Search Cap.jpg
There’s more information on the Internet than one could apprehend in a hundred lifetimes, and it’s growing too – and (most of the times) kept up-to-date. Different organisations, places and networks holding that information make it hard to get it all together, so how to make that information homogenous, and uniformly accessible?
Can it be done? Should it be done?
Over the last decade we went from data to knowledge.The World Wide Web has linked companies and consumers in the last decade. This inspired the more shy organisations to build intranets, where only company people would find each other
That was about linking data: the same things could be done in a new way
Then web shops came. Forums. Peer to peer networks for sharing ever legal and not so legal delight. All that came and became mainstream so fast that the inter-intra move didn’t even have time to “happen”.

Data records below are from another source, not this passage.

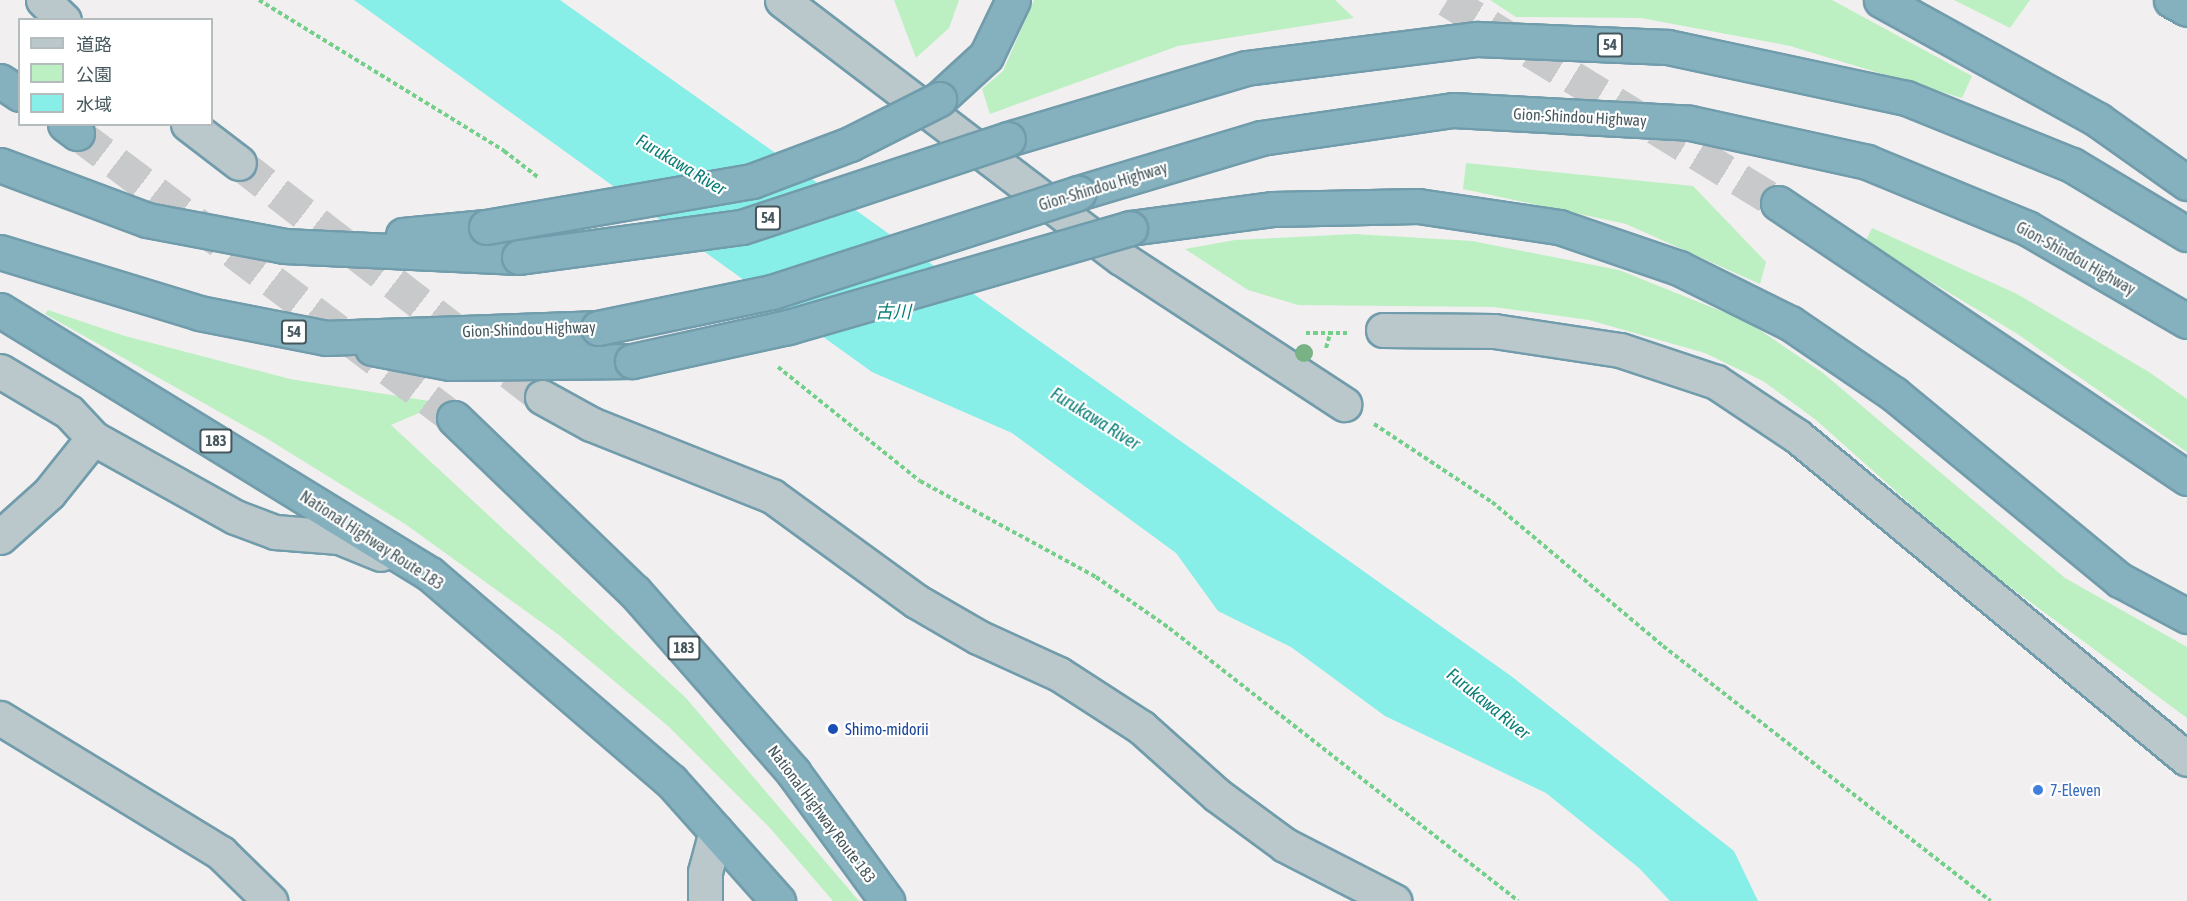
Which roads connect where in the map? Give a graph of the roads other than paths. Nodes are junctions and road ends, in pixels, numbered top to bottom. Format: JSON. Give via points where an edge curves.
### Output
{"nodes":[{"id":1,"x":43,"y":0,"type":"edge"},
{"id":2,"x":782,"y":0,"type":"edge"},
{"id":3,"x":1013,"y":0,"type":"edge"},
{"id":4,"x":1881,"y":0,"type":"edge"},
{"id":5,"x":2171,"y":0,"type":"edge"},
{"id":6,"x":2187,"y":9,"type":"edge"},
{"id":7,"x":62,"y":18,"type":"edge"},
{"id":8,"x":0,"y":81,"type":"edge"},
{"id":9,"x":18,"y":93,"type":"edge"},
{"id":10,"x":191,"y":126,"type":"edge"},
{"id":11,"x":239,"y":163,"type":"tunnel mouth"},
{"id":12,"x":0,"y":165,"type":"edge"},
{"id":13,"x":2187,"y":183,"type":"edge"},
{"id":14,"x":1778,"y":203,"type":"tunnel mouth"},
{"id":15,"x":2187,"y":234,"type":"edge"},
{"id":16,"x":284,"y":246,"type":"junction"},
{"id":17,"x":0,"y":252,"type":"edge"},
{"id":18,"x":0,"y":310,"type":"edge"},
{"id":19,"x":2187,"y":321,"type":"edge"},
{"id":20,"x":1383,"y":330,"type":"dead end"},
{"id":21,"x":327,"y":338,"type":"junction"},
{"id":22,"x":0,"y":371,"type":"edge"},
{"id":23,"x":542,"y":397,"type":"tunnel mouth"},
{"id":24,"x":1344,"y":404,"type":"road end"},
{"id":25,"x":454,"y":418,"type":"tunnel mouth"},
{"id":26,"x":93,"y":438,"type":"junction"},
{"id":27,"x":2187,"y":478,"type":"edge"},
{"id":28,"x":0,"y":537,"type":"edge"},
{"id":29,"x":430,"y":574,"type":"junction"},
{"id":30,"x":2187,"y":616,"type":"edge"},
{"id":31,"x":0,"y":718,"type":"edge"},
{"id":32,"x":2187,"y":759,"type":"edge"},
{"id":33,"x":716,"y":831,"type":"junction"},
{"id":34,"x":270,"y":901,"type":"edge"},
{"id":35,"x":705,"y":901,"type":"edge"},
{"id":36,"x":778,"y":901,"type":"edge"},
{"id":37,"x":887,"y":901,"type":"edge"},
{"id":38,"x":1394,"y":901,"type":"edge"}],
"edges":[{"from":1,"to":7,"type":"street"},
{"from":2,"to":24,"type":"street","via":[[1121,258]]},
{"from":3,"to":16,"type":"highway","bridge":true,"via":[[986,56],[939,99],[850,144],[752,180],[486,227]]},
{"from":4,"to":13,"type":"highway","via":[[2098,120]]},
{"from":5,"to":6,"type":"highway"},
{"from":8,"to":9,"type":"highway"},
{"from":10,"to":11,"type":"street"},
{"from":12,"to":16,"type":"highway","number":"54","via":[[147,219]]},
{"from":14,"to":27,"type":"highway"},
{"from":15,"to":16,"type":"highway","number":"54","bridge":true,"via":[[2072,165],[1906,98],[1668,47],[1477,39],[1246,68],[1008,139],[742,227],[519,257]]},
{"from":17,"to":21,"type":"highway","name":"Gion-Shindou Highway","number":"54","via":[[199,313]]},
{"from":18,"to":29,"type":"highway","name":"National Highway Route 183","number":"183"},
{"from":19,"to":21,"type":"highway","name":"Gion-Shindou Highway","number":"54","bridge":true,"via":[[2027,228],[1867,162],[1690,123],[1453,110],[1261,138],[772,292],[598,328]]},
{"from":20,"to":32,"type":"street","via":[[1494,331],[1608,348],[1716,382],[1797,436]]},
{"from":21,"to":30,"type":"highway","bridge":true,"via":[[450,363],[633,361],[788,327],[1130,228],[1272,209],[1418,206],[1559,227],[1679,268],[1790,323],[1894,394],[2120,580]]},
{"from":22,"to":26,"type":"street","via":[[69,412]]},
{"from":23,"to":38,"type":"street","via":[[591,424],[772,496],[916,601],[1059,674],[1141,726],[1217,795],[1286,845]]},
{"from":25,"to":37,"type":"highway","name":"National Highway Route 183","number":"183","via":[[635,592],[793,772]]},
{"from":26,"to":28,"type":"street","via":[[49,493]]},
{"from":26,"to":29,"type":"street","via":[[235,516],[275,532],[339,537]]},
{"from":29,"to":33,"type":"highway","name":"National Highway Route 183","number":"183","via":[[671,781]]},
{"from":31,"to":34,"type":"street","via":[[221,853]]},
{"from":33,"to":35,"type":"street","via":[[705,872]]},
{"from":33,"to":36,"type":"highway","name":"National Highway Route 183","number":"183"}]}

That was about connecting, and information: more or less new things were done in new ways
In the last few years, social networks conquered the digital earth: LinkedIn, Facebook, Twitter. Such a different kind of behaviour, it was absolutely new. It was using the infrastructure already laid out (computers, networks and people using those) to build upon.

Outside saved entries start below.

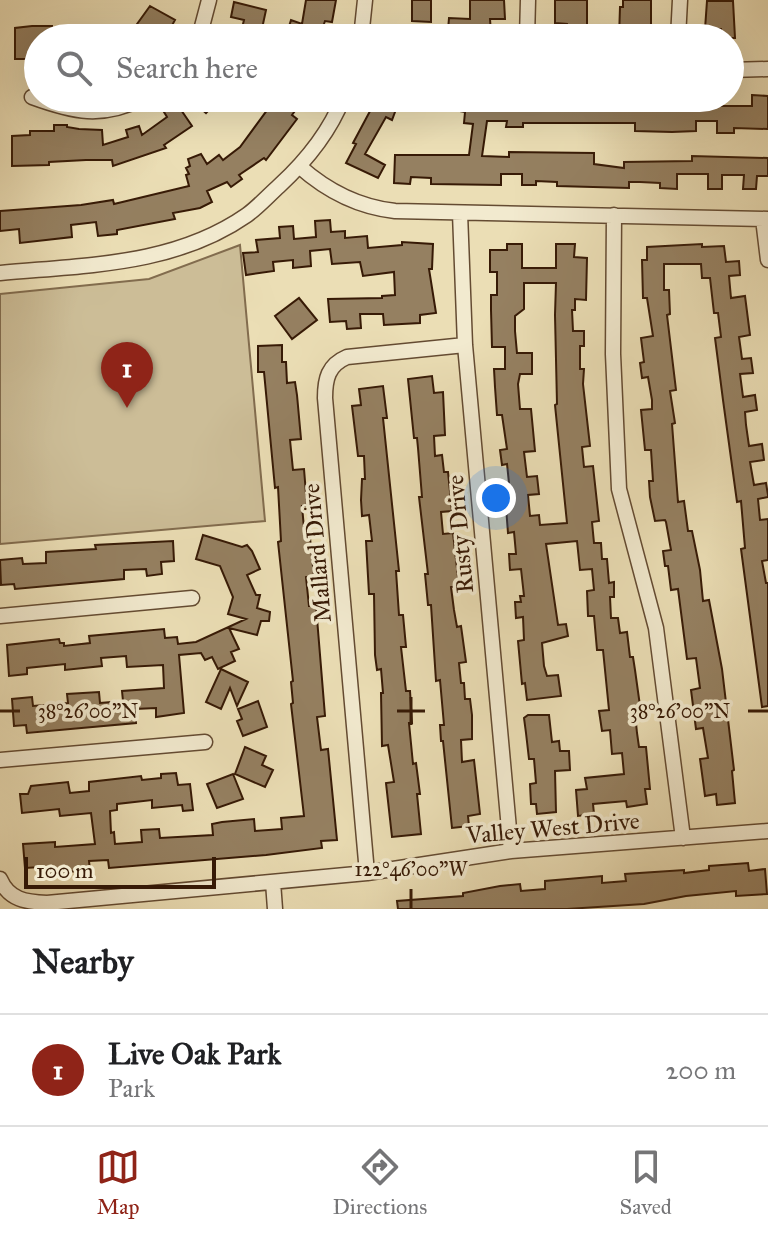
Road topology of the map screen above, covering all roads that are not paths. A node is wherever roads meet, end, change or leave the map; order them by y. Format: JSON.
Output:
{"nodes":[{"id":1,"x":209,"y":0,"type":"edge"},
{"id":2,"x":365,"y":0,"type":"edge"},
{"id":3,"x":528,"y":0,"type":"edge"},
{"id":4,"x":680,"y":0,"type":"edge"},
{"id":5,"x":203,"y":24,"type":"edge"},
{"id":6,"x":362,"y":24,"type":"edge"},
{"id":7,"x":527,"y":24,"type":"edge"},
{"id":8,"x":679,"y":24,"type":"edge"},
{"id":9,"x":768,"y":69,"type":"edge"},
{"id":10,"x":744,"y":70,"type":"edge"},
{"id":11,"x":337,"y":112,"type":"edge"},
{"id":12,"x":299,"y":166,"type":"junction"},
{"id":13,"x":460,"y":213,"type":"junction"},
{"id":14,"x":614,"y":215,"type":"junction"},
{"id":15,"x":766,"y":219,"type":"edge"},
{"id":16,"x":768,"y":260,"type":"edge"},
{"id":17,"x":0,"y":273,"type":"edge"},
{"id":18,"x":465,"y":345,"type":"junction"},
{"id":19,"x":192,"y":598,"type":"dead end"},
{"id":20,"x":0,"y":616,"type":"edge"},
{"id":21,"x":205,"y":742,"type":"dead end"},
{"id":22,"x":0,"y":760,"type":"edge"},
{"id":23,"x":768,"y":831,"type":"edge"},
{"id":24,"x":683,"y":838,"type":"junction"},
{"id":25,"x":511,"y":851,"type":"junction"},
{"id":26,"x":367,"y":873,"type":"junction"},
{"id":27,"x":0,"y":879,"type":"edge"},
{"id":28,"x":273,"y":882,"type":"junction"},
{"id":29,"x":275,"y":909,"type":"edge"}],
"edges":[{"from":1,"to":5,"type":"street"},
{"from":2,"to":6,"type":"street"},
{"from":3,"to":7,"type":"street"},
{"from":4,"to":8,"type":"street"},
{"from":9,"to":10,"type":"street"},
{"from":11,"to":12,"type":"street"},
{"from":12,"to":13,"type":"street"},
{"from":12,"to":17,"type":"street"},
{"from":13,"to":14,"type":"street"},
{"from":13,"to":18,"type":"street","name":"Rusty Drive"},
{"from":14,"to":15,"type":"street"},
{"from":14,"to":24,"type":"street"},
{"from":15,"to":16,"type":"street"},
{"from":18,"to":25,"type":"street","name":"Rusty Drive"},
{"from":18,"to":26,"type":"street","name":"Mallard Drive"},
{"from":19,"to":20,"type":"street"},
{"from":21,"to":22,"type":"street"},
{"from":23,"to":24,"type":"street","name":"Valley West Drive"},
{"from":24,"to":25,"type":"street","name":"Valley West Drive"},
{"from":25,"to":26,"type":"street","name":"Valley West Drive"},
{"from":26,"to":28,"type":"street","name":"Valley West Drive"},
{"from":27,"to":28,"type":"street","name":"Valley West Drive"},
{"from":28,"to":29,"type":"street"}]}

That was about sharing information, acquiring knowledge: entirely new means to an entirely new end.
Meanwhile, WikiPedia was born. An unprecedented source of information with more than 14,000,000 articles in more than 260 languages.
Stats in monthly unique visitors for all that: LinkedIn 15 million, Facebook 130 million, Twitter 55 million, WikiPedia 60 million.
That’s a lot of data, information and knowledge. And it’s all out there. Wait, where?
Yes, it’s all out there, pretty much. Google helps us in finding it, almost real-time. We’ve seen some struggles with Facebook that treated their data as a walled garden, but they’re slowly opening up too. With Google starting to index books, video and other content, all knowledge in the world starts to become available online and realtime.
But it is scattered all over the place, in different forms, behind different doors: not uniform or homogenous. It’s very diverse
The Integration theme: overcoming diversity
Integrating applications, departments and companies has shown this same theme over the last decades: diversity in form, location and accessibility has to be overcome.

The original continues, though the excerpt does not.